The Financial Forecast Center (FFC) forecasts the average value by month for the S&P 500 index for the current month and the next five months , including fairly large error ranges for 50% and 90% confidence levels. FFC’s “forecasts are generated in-house using artificial intelligence. The forecast models are 100% quantitative and use a global, long-range economic dataset. Thus, the forecasts are very objective.” Using nine of these forecasts since May 2006, we conclude that:

The following chart shows nine recent six-month FFC forecasts (by publication date) for the monthly average S&P 500 index, along with the actual average value of the S&P 500 index for 5/06-1/07. We omit forecasts for 9/24 and 11/12 because FFC issued two similar forecasts in those months. While the sample is far too small to draw statistically reliable conclusions about the accuracy of the FFC approach, we note that:

  • The average level of the S&P 500 index over a month is not a readily tradable concept, at least for short-term and intermediate-term traders. The index may not be near its average at the end of the month, or at any prescribed point in a month. The fairly large forecast error ranges (about 2% for 50% confidence and 4% for 90% confidence) add to the ambiguity of any trading signals from the forecasts.
  • The forecasts can vary widely over a short period, as for the monthly forecasts for July through November. These shifts are far larger than the 50% and 90% confidence intervals provided with preceding forecasts.
  • The current month is typically half over when FFC releases a forecast. With this head start, the current-month forecast has an average absolute error of 1.1% for 5/06-12/06. The average absolute error for six-month forecasts (sample size only four) is 12%, which seems large.

We next assess the FFC Consumer Price Index (CPI) forecast.

The next chart shows nine recent six-month FFC forecasts (again by publication date) for the monthly CPI, along with the actual CPI for 5/06-12/06. We omit the forecast for 9/24 because FFC issued two identical forecasts in that month. The chart shows that reality has substantially surprised the FFC model to the downside in recent months. Again the sample is far too small to draw firm statistical conclusions about the accuracy of the model.

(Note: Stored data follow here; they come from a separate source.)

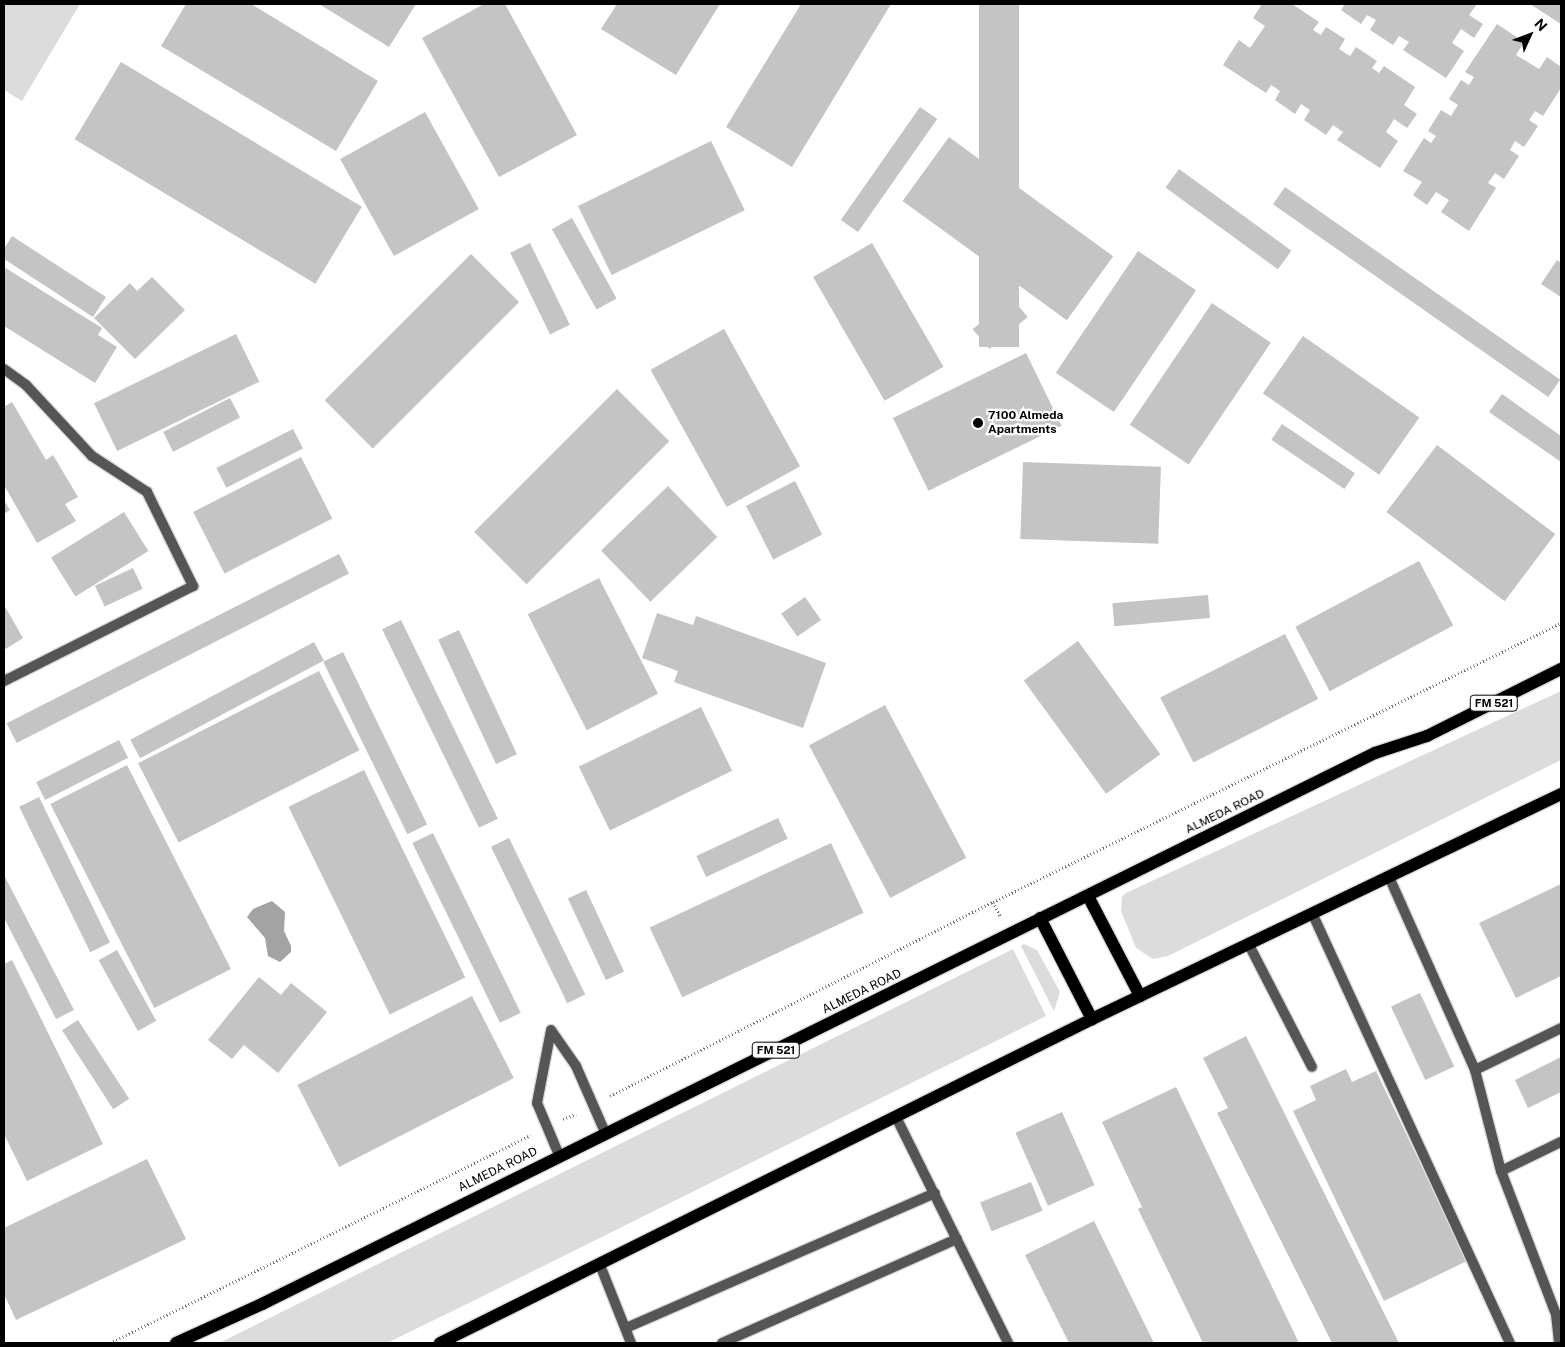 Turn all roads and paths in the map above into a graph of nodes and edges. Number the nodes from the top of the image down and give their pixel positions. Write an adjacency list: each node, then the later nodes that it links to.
1 (4, 369): 4 (lane)
2 (1561, 623): 8 (path, ALMEDA ROAD)
3 (1561, 669): 7 (main road, ALMEDA ROAD / FM 521)
4 (4, 681)
5 (1561, 794): 6 (main road)
6 (1390, 879): 9 (main road); 17 (lane)
7 (1088, 896): 11 (main road, ALMEDA ROAD / FM 521); 13 (main road)
8 (993, 902): 10 (path); 18 (path, ALMEDA ROAD)
9 (1312, 915): 12 (main road); 35 (lane)
10 (1000, 916)
11 (1040, 918): 14 (main road); 21 (main road, ALMEDA ROAD / FM 521)
12 (1249, 945): 13 (main road); 16 (lane)
13 (1140, 996): 14 (main road)
14 (1092, 1019): 19 (main road)
15 (1561, 1028): 17 (lane)
16 (1312, 1067)
17 (1475, 1070): 24 (lane)
18 (593, 1105): 20 (path, ALMEDA ROAD); 20 (lane); 21 (lane)
19 (896, 1117): 25 (lane); 27 (main road)
20 (547, 1127): 23 (lane); 29 (path, ALMEDA ROAD)
21 (605, 1132): 23 (main road, ALMEDA ROAD / FM 521)
22 (1561, 1142): 24 (lane)
23 (559, 1155): 30 (main road, ALMEDA ROAD / FM 521)
24 (1502, 1171): 36 (lane)
25 (935, 1193): 26 (lane); 28 (lane)
26 (956, 1239): 33 (lane); 34 (lane)
27 (600, 1265): 28 (lane); 31 (main road)
28 (626, 1328): 32 (lane)
29 (110, 1343)
30 (176, 1343)
31 (440, 1343)
32 (631, 1343)
33 (722, 1343)
34 (1008, 1343)
35 (1510, 1343)
36 (1559, 1343) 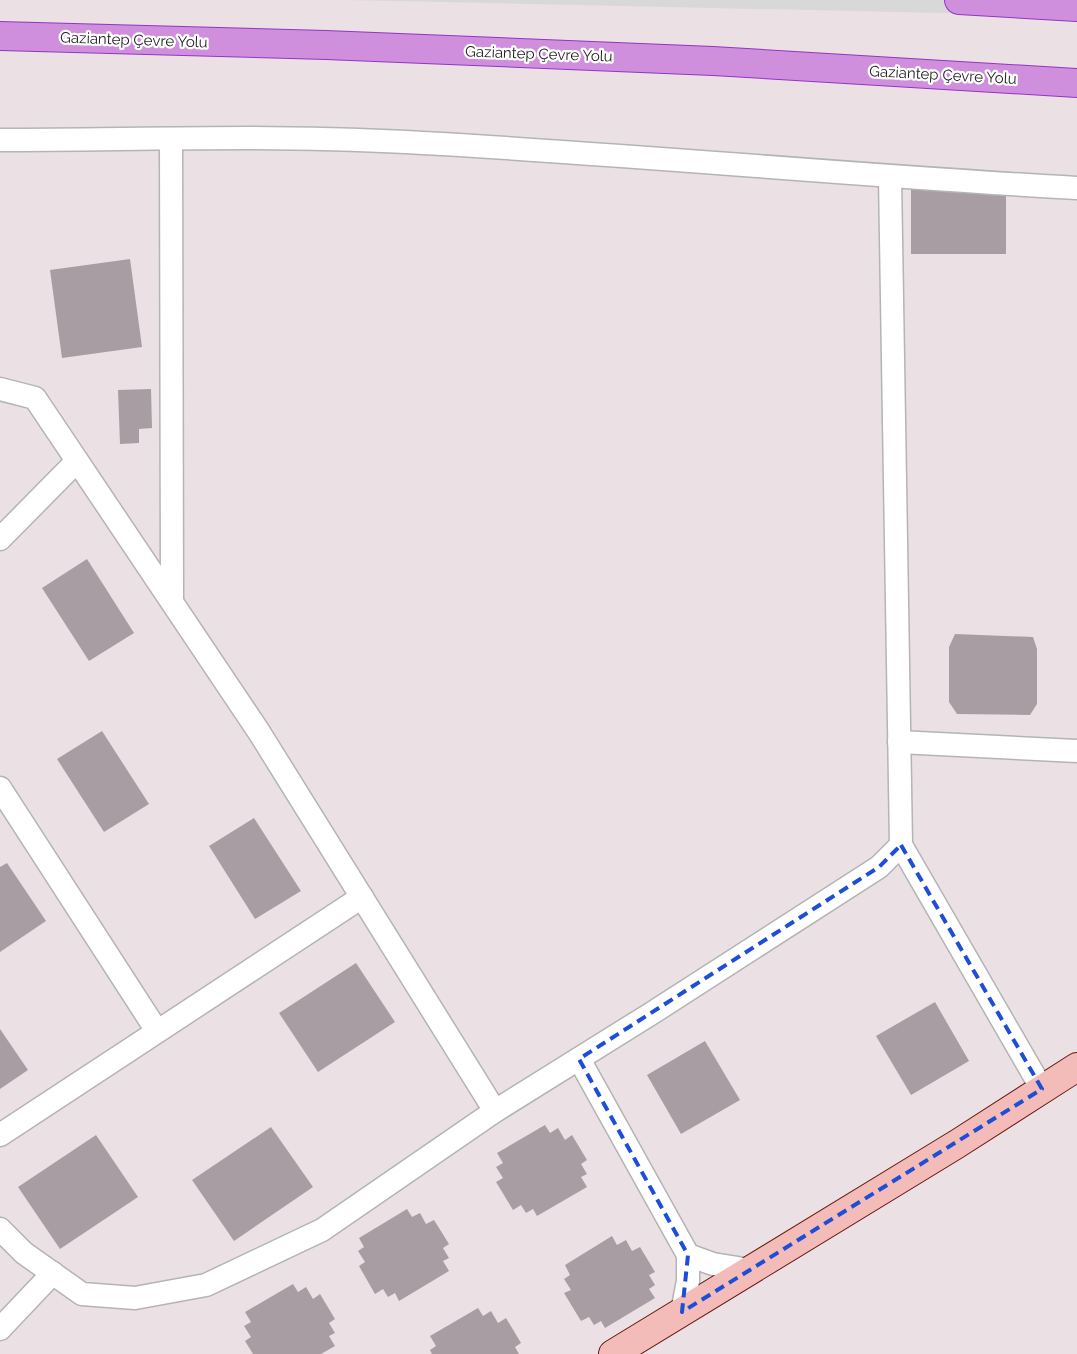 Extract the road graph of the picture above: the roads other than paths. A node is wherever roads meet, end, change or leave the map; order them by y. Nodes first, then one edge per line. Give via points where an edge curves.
1 (959, 0) edge
2 (1077, 7) edge
3 (0, 36) edge
4 (1077, 83) edge
5 (0, 140) edge
6 (171, 140) junction
7 (890, 177) junction
8 (1077, 188) edge
9 (0, 389) edge
10 (77, 460) junction
11 (0, 539) edge
12 (172, 601) junction
13 (899, 742) junction
14 (1077, 751) edge
15 (0, 788) edge
16 (901, 845) junction
17 (362, 897) junction
18 (157, 1032) junction
19 (579, 1059) junction
20 (1077, 1067) edge
21 (1042, 1089) junction
22 (495, 1111) junction
23 (0, 1135) edge
24 (0, 1229) edge
25 (688, 1255) junction
26 (750, 1270) junction
27 (53, 1273) junction
28 (682, 1312) junction
29 (0, 1329) edge
30 (613, 1354) edge

1 - 2 highway
3 - 4 highway, Gaziantep Çevre Yolu via 713,61
5 - 6 street
6 - 7 street via 420,142
6 - 12 street
7 - 8 street
7 - 13 street
9 - 10 street via 35,398
10 - 11 street
10 - 12 street
12 - 17 street
13 - 14 street
13 - 16 street
15 - 18 street
16 - 19 street via 879,867
16 - 21 street
17 - 18 street
17 - 22 street
18 - 23 street
19 - 22 street
19 - 25 street
20 - 21 street
21 - 26 street
22 - 27 street via 322,1230 206,1285 135,1298 82,1294
24 - 27 street via 24,1253
25 - 26 street via 713,1264
25 - 28 street via 688,1281
26 - 28 street
27 - 29 street
28 - 30 street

We can, however, check whether our own Inflation Forecast (which projects inflation based on recent actuals and requires  little intelligence) has chased actuals more effectively than has the FFC model over this relatively short period.

The final chart compares the average absolute errors for the FFC CPI forecast and the CPI forecast embedded in our (CXO) inflation forecast during 5/06-12/06 for forecast horizons of one to six months. The sample sizes for all horizons are far too small to determine reliably whether one model is better than another, but initial data does not indicate that the more complex FFC model is better.

In summary, while the nine-month sample assembled does not support statistically reliable conclusions, the Financial Forecast Center’s approaches to forecasting the S&P 500 index and the CPI do not look promising.